Creacode SIP Application Server
- Developer(s): Creacode Ltd.
- Initial release: 2006
- Operating system: Microsoft Windows
- Available in: English, Turkish
- Type: VoIP
- License: Proprietary
- Website: Creacode Ltd.

= Creacode SIP Application Server =

Creacode SIP Application Server is a SIP call controller, SIP IVR, SIP Registrar and SIP NAT traversal software product.

== Features ==
Creacode SIP Application Server's javascript-like, event-driven scripting language (CCS) and internal APIs allow real-time control on SIP signals for building complex voice services in VoIP networks.
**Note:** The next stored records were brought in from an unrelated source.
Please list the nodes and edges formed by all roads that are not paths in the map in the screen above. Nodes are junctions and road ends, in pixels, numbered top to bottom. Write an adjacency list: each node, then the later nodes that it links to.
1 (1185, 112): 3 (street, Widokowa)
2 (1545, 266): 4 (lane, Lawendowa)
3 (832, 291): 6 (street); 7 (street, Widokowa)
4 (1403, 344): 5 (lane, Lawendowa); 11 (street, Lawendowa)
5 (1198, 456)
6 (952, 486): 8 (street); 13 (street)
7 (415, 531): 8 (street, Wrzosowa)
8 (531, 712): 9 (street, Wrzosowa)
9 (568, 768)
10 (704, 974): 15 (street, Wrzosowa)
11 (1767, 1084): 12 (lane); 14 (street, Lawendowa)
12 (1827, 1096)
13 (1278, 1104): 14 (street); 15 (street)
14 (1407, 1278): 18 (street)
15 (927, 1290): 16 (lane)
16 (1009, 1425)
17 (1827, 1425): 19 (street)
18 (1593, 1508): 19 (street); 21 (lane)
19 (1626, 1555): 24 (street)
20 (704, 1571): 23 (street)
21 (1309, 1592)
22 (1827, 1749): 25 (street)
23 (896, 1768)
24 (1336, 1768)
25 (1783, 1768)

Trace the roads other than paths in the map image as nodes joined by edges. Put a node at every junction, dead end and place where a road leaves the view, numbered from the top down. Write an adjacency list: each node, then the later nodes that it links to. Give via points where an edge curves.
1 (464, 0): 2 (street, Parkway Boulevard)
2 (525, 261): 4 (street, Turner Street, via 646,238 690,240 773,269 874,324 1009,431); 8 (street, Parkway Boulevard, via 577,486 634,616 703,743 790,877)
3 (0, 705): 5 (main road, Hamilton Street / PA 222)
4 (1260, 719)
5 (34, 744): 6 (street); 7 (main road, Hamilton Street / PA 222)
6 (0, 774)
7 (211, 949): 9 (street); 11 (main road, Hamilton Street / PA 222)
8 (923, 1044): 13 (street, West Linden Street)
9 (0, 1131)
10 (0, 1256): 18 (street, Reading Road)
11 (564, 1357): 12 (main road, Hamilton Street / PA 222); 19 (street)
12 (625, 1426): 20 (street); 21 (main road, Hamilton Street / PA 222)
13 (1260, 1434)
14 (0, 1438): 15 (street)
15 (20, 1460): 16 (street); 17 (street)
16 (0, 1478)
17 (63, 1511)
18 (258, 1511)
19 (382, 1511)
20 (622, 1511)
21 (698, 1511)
It communicates with external web applications, RADIUS servers or ODBC compliant relational databases in order to save or retrieve data associated with each call session during execution of call services. IVR feature supports to play and record G711U, G711A and G729A audio codecs. Creacode SIP Application Server's core is written in unmanaged C++ code to meet high performance and scalability requirements. It runs on 32/64 bit Windows operating systems.

== Supported Standards ==
Creacode SIP Application Server is compliant with RFC 0821, 1325, 2327, 2616, 2833, 2865, 2866, 2976, 3261, 3264, 3515, 3550, 3565, 4566.